Runner Ups: Fantastical, Soulver, TextExpander, Sparrow

OmniFocus was my most-used app of the year. It formed the basis for how everything got done all year long and got stronger as I was able to better determine how to get the most out of it. The Review mode worked best on iPad so I did almost all of my reviewing on there. The ability to access it from anywhere on the iPhone meant that that’s how I did most of my quick entry. Integrating the iPhone with Siri made it even more helpful. The desktop app is extremely powerful because of Perspectives, the ease of use and the level of customizability.

I did a lot of writing in Byword this year. I thought it would be the year of Scrivener for me but Byword was just enough writing tool to get the job done. I find I spend far too much time fucking around with Scrivener and less time just writing so Byword is my go-to app. The ability to write straight in markdown is key and having it integrated so easily with Marked is extremly powerful.

OmniOutliner Pro and nvAlt transformed my workday. I take all of my notes, using my Macbook Air, and sync everything to Dropbox (which forms the hub of everything written). Every month, I’ll export my notes from OmniOutliner format to plain text and store them in Dropbox for easy searching using nvAlt. nvAlt, it turns out, is amazing. I wasn’t quite sure how I was going to integrated it into my workflow but somehow it is used for pretty much everything.

Launchbar does all of my app launching as well as simple math, quick Safari navigation and more.

1Password is still a key to getting things done quickly for me. I want to be as secure as possible so having different password for every site and a way to quickly access them is a great way to keep my terrible memory from getting in the way.
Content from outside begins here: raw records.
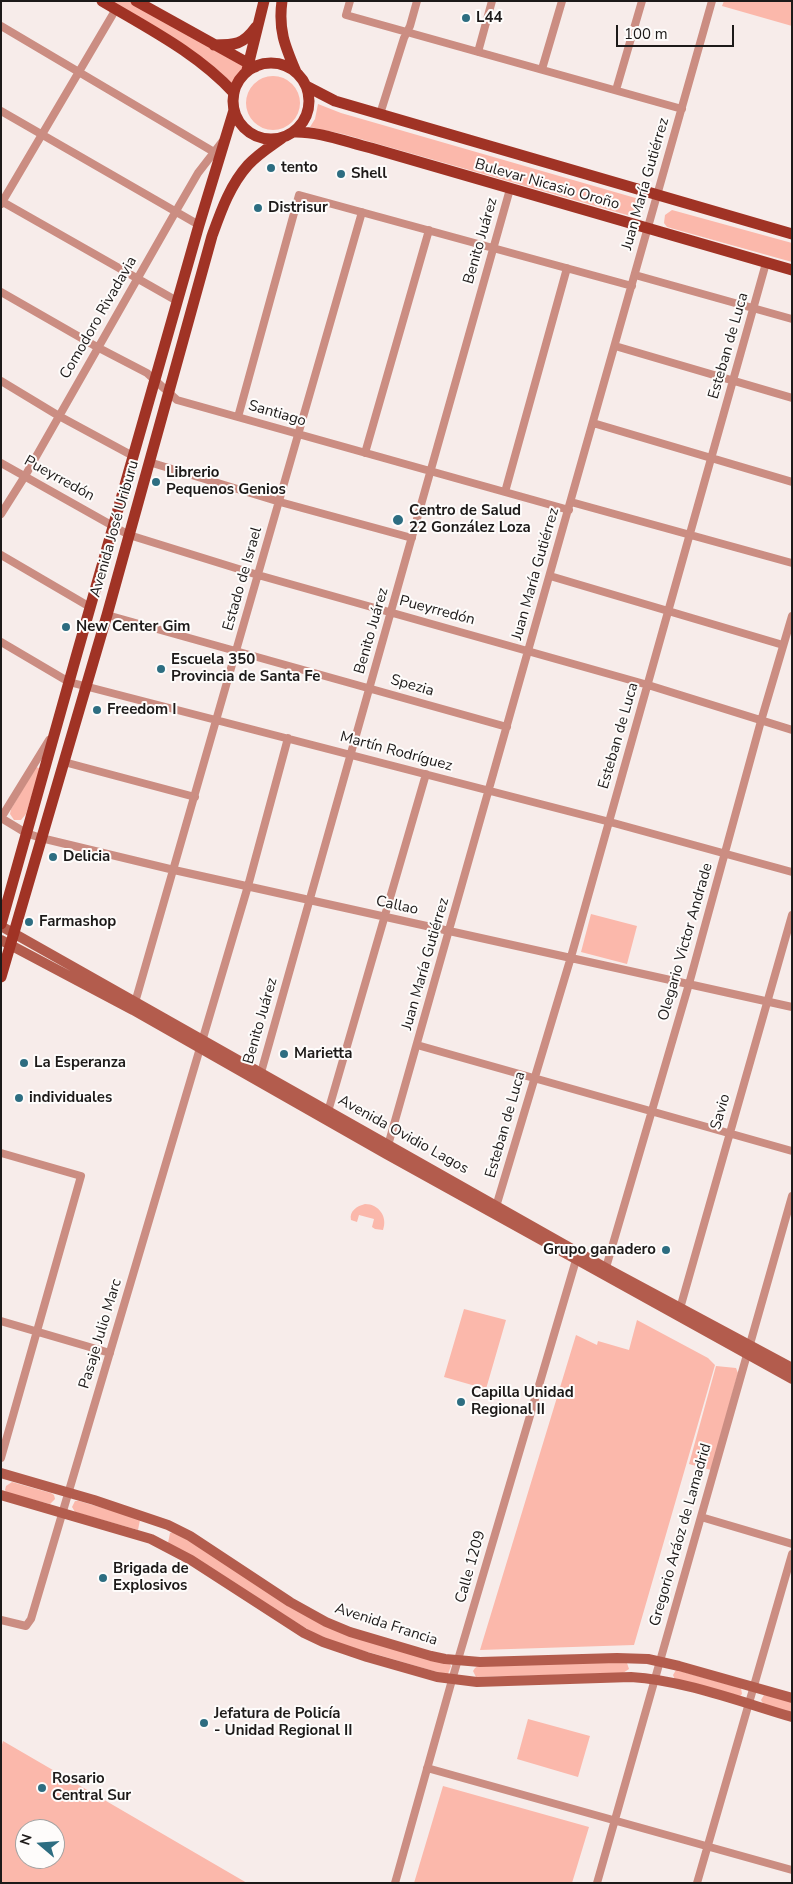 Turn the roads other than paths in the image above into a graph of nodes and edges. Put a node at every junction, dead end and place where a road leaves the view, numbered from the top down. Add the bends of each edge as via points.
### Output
1 (102, 1) edge
2 (136, 1) edge
3 (264, 1) edge
4 (282, 1) edge
5 (350, 1) edge
6 (417, 1) edge
7 (492, 1) edge
8 (562, 1) edge
9 (642, 1) edge
10 (712, 1) edge
11 (116, 9) junction
12 (257, 25) junction
13 (1, 26) edge
14 (407, 32) junction
15 (214, 45) junction
16 (478, 52) junction
17 (250, 68) junction
18 (542, 70) junction
19 (296, 72) junction
20 (80, 74) junction
21 (306, 86) junction
22 (616, 90) junction
23 (234, 93) junction
24 (682, 108) junction
25 (234, 110) junction
26 (1, 111) edge
27 (380, 114) junction
28 (293, 132) junction
29 (42, 136) junction
30 (282, 138) junction
31 (217, 154) junction
32 (510, 189) junction
33 (658, 195) junction
34 (2, 202) edge
35 (176, 210) junction
36 (362, 212) junction
37 (199, 225) junction
38 (428, 230) junction
39 (648, 230) junction
40 (792, 234) edge
41 (494, 248) junction
42 (766, 263) junction
43 (567, 268) junction
44 (792, 270) edge
45 (635, 275) junction
46 (137, 279) junction
47 (632, 286) junction
48 (1, 292) edge
49 (178, 301) junction
50 (753, 309) junction
51 (792, 319) edge
52 (615, 346) junction
53 (97, 347) junction
54 (155, 380) junction
55 (1, 381) edge
56 (733, 381) junction
57 (168, 392) junction
58 (792, 398) edge
59 (60, 416) junction
60 (238, 418) junction
61 (593, 424) junction
62 (299, 434) junction
63 (365, 453) junction
64 (133, 456) junction
65 (711, 459) junction
66 (149, 462) junction
67 (1, 463) edge
68 (430, 471) junction
69 (25, 476) junction
70 (792, 482) edge
71 (505, 492) junction
72 (280, 502) junction
73 (570, 506) junction
74 (1, 514) edge
75 (113, 525) junction
76 (129, 535) junction
77 (690, 535) junction
78 (412, 538) junction
79 (1, 555) edge
80 (792, 563) edge
81 (258, 575) junction
82 (550, 576) junction
83 (90, 607) junction
84 (391, 612) junction
85 (668, 612) junction
86 (107, 615) junction
87 (792, 616) edge
88 (1, 642) edge
89 (783, 645) junction
90 (237, 651) junction
91 (530, 651) junction
92 (69, 682) junction
93 (648, 685) junction
94 (86, 686) junction
95 (370, 689) junction
96 (217, 720) junction
97 (761, 721) junction
98 (507, 727) junction
99 (792, 730) edge
100 (54, 732) junction
101 (288, 738) junction
102 (350, 755) junction
103 (64, 762) junction
104 (426, 774) junction
105 (489, 791) junction
106 (194, 797) junction
107 (1, 818) edge
108 (610, 822) junction
109 (26, 833) junction
110 (41, 838) junction
111 (725, 854) junction
112 (174, 870) junction
113 (792, 872) edge
114 (248, 886) junction
115 (310, 900) junction
116 (792, 915) edge
117 (385, 917) junction
118 (1, 925) edge
119 (450, 931) junction
120 (14, 933) junction
121 (6, 943) edge
122 (571, 957) junction
123 (1, 977) edge
124 (689, 984) junction
125 (767, 1001) junction
126 (134, 1006) junction
127 (792, 1007) edge
128 (202, 1044) junction
129 (417, 1045) junction
130 (260, 1076) junction
131 (534, 1078) junction
132 (651, 1111) junction
133 (327, 1115) junction
134 (730, 1134) junction
135 (387, 1149) junction
136 (792, 1151) edge
137 (1, 1153) edge
138 (792, 1196) edge
139 (495, 1210) junction
140 (576, 1260) junction
141 (605, 1271) junction
142 (679, 1312) junction
143 (1, 1321) edge
144 (37, 1332) junction
145 (748, 1350) junction
146 (110, 1353) junction
147 (792, 1368) edge
148 (792, 1379) edge
149 (1, 1458) edge
150 (1, 1473) edge
151 (69, 1493) junction
152 (1, 1495) edge
153 (63, 1512) junction
154 (701, 1517) junction
155 (792, 1544) edge
156 (792, 1554) edge
157 (1, 1620) edge
158 (458, 1661) junction
159 (660, 1661) junction
160 (655, 1679) junction
161 (452, 1680) junction
162 (754, 1687) junction
163 (792, 1698) edge
164 (748, 1704) junction
165 (792, 1717) edge
166 (427, 1768) junction
167 (615, 1821) junction
168 (708, 1847) junction
169 (792, 1870) edge
170 (395, 1883) edge
171 (597, 1883) edge
172 (697, 1883) edge

1 - 11 main road
2 - 15 main road
3 - 12 main road
4 - 19 main road via 280,28
5 - 14 street via 346,15
6 - 14 street
7 - 16 street
8 - 18 street
9 - 22 street
10 - 24 street, Juan María Gutiérrez
11 - 20 street
11 - 23 main road via 181,47 217,74
12 - 15 main road via 236,45
12 - 17 main road
13 - 20 street
14 - 16 street
14 - 27 street
15 - 17 main road
16 - 18 street
17 - 19 main road via 281,64
17 - 23 main road
18 - 22 street
19 - 21 main road
20 - 29 street
20 - 31 street
21 - 27 main road, Bulevar Nicasio Oroño via 335,102
21 - 28 main road via 308,111
22 - 24 street
23 - 25 main road
24 - 33 street, Juan María Gutiérrez
25 - 30 main road via 244,128 255,136
25 - 31 main road, Avenida José Uriburu
26 - 29 street
27 - 33 main road, Bulevar Nicasio Oroño
28 - 30 main road
28 - 32 main road, Bulevar Nicasio Oroño via 362,146
29 - 34 street
29 - 35 street
30 - 57 main road, Avenida José Uriburu via 248,165 226,199 212,236
31 - 35 street, Comodoro Rivadavia via 198,173
31 - 37 main road, Avenida José Uriburu
32 - 39 main road, Bulevar Nicasio Oroño
32 - 41 street, Benito Juárez
33 - 39 street, Juan María Gutiérrez
33 - 40 main road, Bulevar Nicasio Oroño
34 - 46 street
35 - 37 street
35 - 46 street, Comodoro Rivadavia
36 - 38 street
36 - 60 street via 300,195
36 - 62 street, Estado de Israel
37 - 49 main road, Avenida José Uriburu
38 - 41 street
38 - 63 street
39 - 42 main road, Bulevar Nicasio Oroño
39 - 45 street, Juan María Gutiérrez
41 - 43 street
41 - 68 street, Benito Juárez
42 - 44 main road, Bulevar Nicasio Oroño
42 - 50 street, Esteban de Luca
43 - 47 street
43 - 71 street
45 - 47 street, Juan María Gutiérrez
45 - 50 street
46 - 49 street
46 - 53 street, Comodoro Rivadavia
47 - 52 street, Juan María Gutiérrez
48 - 53 street, Santiago
49 - 54 main road, Avenida José Uriburu
50 - 51 street
50 - 56 street, Esteban de Luca
52 - 56 street
52 - 61 street, Juan María Gutiérrez
53 - 54 street, Santiago
53 - 59 street, Comodoro Rivadavia
54 - 57 street, Santiago
54 - 64 main road, Avenida José Uriburu
55 - 59 street
56 - 58 street
56 - 65 street, Esteban de Luca
57 - 60 street, Santiago via 177,400
57 - 66 main road, Avenida José Uriburu
59 - 64 street
59 - 69 street, Comodoro Rivadavia
60 - 62 street, Santiago
61 - 65 street
61 - 73 street, Juan María Gutiérrez
62 - 63 street, Santiago
62 - 72 street, Estado de Israel
63 - 68 street, Santiago
64 - 75 main road, Avenida José Uriburu
65 - 70 street
65 - 77 street, Esteban de Luca
66 - 72 street
66 - 76 main road, Avenida José Uriburu
67 - 69 street, Pueyrredón
68 - 71 street, Santiago
68 - 78 street, Benito Juárez
69 - 74 street, Comodoro Rivadavia
69 - 75 street, Pueyrredón
71 - 73 street, Santiago
72 - 78 street
72 - 81 street, Estado de Israel
73 - 77 street, Santiago
73 - 82 street, Juan María Gutiérrez
75 - 76 street, Pueyrredón
75 - 83 main road, Avenida José Uriburu
76 - 81 street, Pueyrredón
76 - 86 main road, Avenida José Uriburu
77 - 80 street, Santiago
77 - 85 street, Esteban de Luca
78 - 84 street, Benito Juárez
79 - 83 street
81 - 84 street, Pueyrredón
81 - 90 street, Estado de Israel
82 - 85 street
82 - 91 street, Juan María Gutiérrez
83 - 92 main road, Avenida José Uriburu
84 - 91 street, Pueyrredón
84 - 95 street, Benito Juárez
85 - 89 street
85 - 93 street, Esteban de Luca
86 - 90 street, Spezia
86 - 94 main road, Avenida José Uriburu
87 - 89 street, Olegario Victor Andrade
88 - 92 street, Martín Rodríguez
89 - 97 street, Olegario Victor Andrade
90 - 95 street, Spezia
90 - 96 street, Estado de Israel
91 - 93 street, Pueyrredón
91 - 98 street, Juan María Gutiérrez
92 - 94 street, Martín Rodríguez
92 - 100 main road, Avenida José Uriburu
93 - 97 street, Pueyrredón
93 - 108 street, Esteban de Luca
94 - 96 street, Martín Rodríguez
94 - 103 main road, Avenida José Uriburu
95 - 98 street, Spezia
95 - 102 street, Benito Juárez
96 - 101 street, Martín Rodríguez
96 - 106 street, Estado de Israel
97 - 99 street, Pueyrredón
97 - 111 street, Olegario Victor Andrade
98 - 105 street, Juan María Gutiérrez
100 - 107 street
100 - 109 main road, Avenida José Uriburu
101 - 102 street, Martín Rodríguez
101 - 114 street, Pasaje Julio Marc
102 - 104 street, Martín Rodríguez
102 - 115 street, Benito Juárez
103 - 106 street
103 - 110 main road, Avenida José Uriburu
104 - 105 street, Martín Rodríguez
104 - 117 street
105 - 108 street, Martín Rodríguez
105 - 119 street, Juan María Gutiérrez
106 - 112 street, Estado de Israel
107 - 109 street, Callao
108 - 111 street, Martín Rodríguez
108 - 122 street, Esteban de Luca
109 - 110 street, Callao
109 - 118 main road, Avenida José Uriburu
110 - 112 street, Callao
110 - 120 main road, Avenida José Uriburu
111 - 113 street, Martín Rodríguez
111 - 124 street, Olegario Victor Andrade
112 - 114 street, Callao
112 - 126 street, Estado de Israel
114 - 115 street, Callao
114 - 128 street, Pasaje Julio Marc
115 - 117 street, Callao
115 - 130 street, Benito Juárez
116 - 125 street, Savio
117 - 119 street, Callao
117 - 133 street
118 - 120 street, Avenida Ovidio Lagos
119 - 122 street, Callao
119 - 129 street, Juan María Gutiérrez
120 - 121 main road, Avenida José Uriburu
120 - 126 street, Avenida Ovidio Lagos
121 - 123 main road, Avenida José Uriburu
121 - 126 street, Avenida Ovidio Lagos
122 - 124 street, Callao
122 - 131 street, Esteban de Luca
124 - 125 street, Callao
124 - 132 street, Olegario Victor Andrade
125 - 127 street, Callao
125 - 134 street, Savio
126 - 128 street, Avenida Ovidio Lagos
128 - 130 street, Avenida Ovidio Lagos
128 - 146 street, Pasaje Julio Marc
129 - 131 street
129 - 135 street, Juan María Gutiérrez
130 - 133 street, Avenida Ovidio Lagos
131 - 132 street
131 - 139 street, Esteban de Luca
132 - 134 street
132 - 141 street, Olegario Victor Andrade
133 - 135 street, Avenida Ovidio Lagos
134 - 136 street
134 - 142 street, Savio
135 - 139 street, Avenida Ovidio Lagos
137 - 144 street via 81,1176
138 - 145 street, Gregorio Aráoz de Lamadrid
139 - 140 street, Avenida Ovidio Lagos
139 - 141 street, Avenida Ovidio Lagos
140 - 141 street, Avenida Ovidio Lagos
140 - 158 street, Calle 1209
141 - 142 street, Avenida Ovidio Lagos
142 - 145 street, Avenida Ovidio Lagos
143 - 144 street
144 - 146 street
144 - 149 street
145 - 147 street, Avenida Ovidio Lagos
145 - 148 street, Avenida Ovidio Lagos
145 - 154 street, Gregorio Aráoz de Lamadrid
146 - 151 street, Pasaje Julio Marc
150 - 151 street, Avenida Francia
151 - 153 street, Pasaje Julio Marc
151 - 158 street, Avenida Francia via 168,1525 222,1556 290,1602 338,1628
152 - 153 street
153 - 157 street, Pasaje Julio Marc via 31,1619 26,1626
153 - 161 street via 159,1543 323,1642
154 - 155 street
154 - 159 street, Gregorio Aráoz de Lamadrid
156 - 162 street
158 - 159 street, Avenida Francia via 617,1658
158 - 161 street, Calle 1209
159 - 160 street, Gregorio Aráoz de Lamadrid
159 - 162 street, Avenida Francia
160 - 161 street via 631,1677 498,1683
160 - 164 street
160 - 167 street, Gregorio Aráoz de Lamadrid
161 - 166 street, Calle 1209
162 - 163 street, Avenida Francia
162 - 164 street
164 - 165 street
164 - 168 street
166 - 167 street
166 - 170 street, Calle 1209
167 - 168 street
167 - 171 street, Gregorio Aráoz de Lamadrid
168 - 169 street
168 - 172 street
Dropbox is the hub. I wish I could say iCloud is, but it isn’t. Using text files like I do, Dropbox is the ideal solution for me. The fact that so many iPad, iPhone and Mac apps integrate so well with Dropbox makes it essential to the day-to-day use of all of my devices.

Kudos to Brett Terpstra for being in my top 10 list twice, this time with Marked. It is, at its heart, a Markdown preview tool, but with some forethought, it can be a document formatting app (using PDF printing), conversion app (I use it to convert OmniOutliner notes into text) and nvAlt live preview (using Brett’s Markdown watcher utility scripts). And its cheap. Go buy it.

Pathfinder is my Finder replacement. It has tons of great features. I have the drawer on the left with running processes and use the integrated Terminal window more than I thought I would.

Scrivener is still awesome for larger work. I write up white papers, research papers and will someday work on a great American novel or a sitcom script in it. For now, I’ll tweak it to become a long form Markdown editor and try to get the watcher script to work with it.

I’ve written about TextExpander before and it is damn helpful. I have it on iOS too and tend to use it quite a bit. It’s one of those apps that just sits in the background, saving you time everytime you sit down to write anything.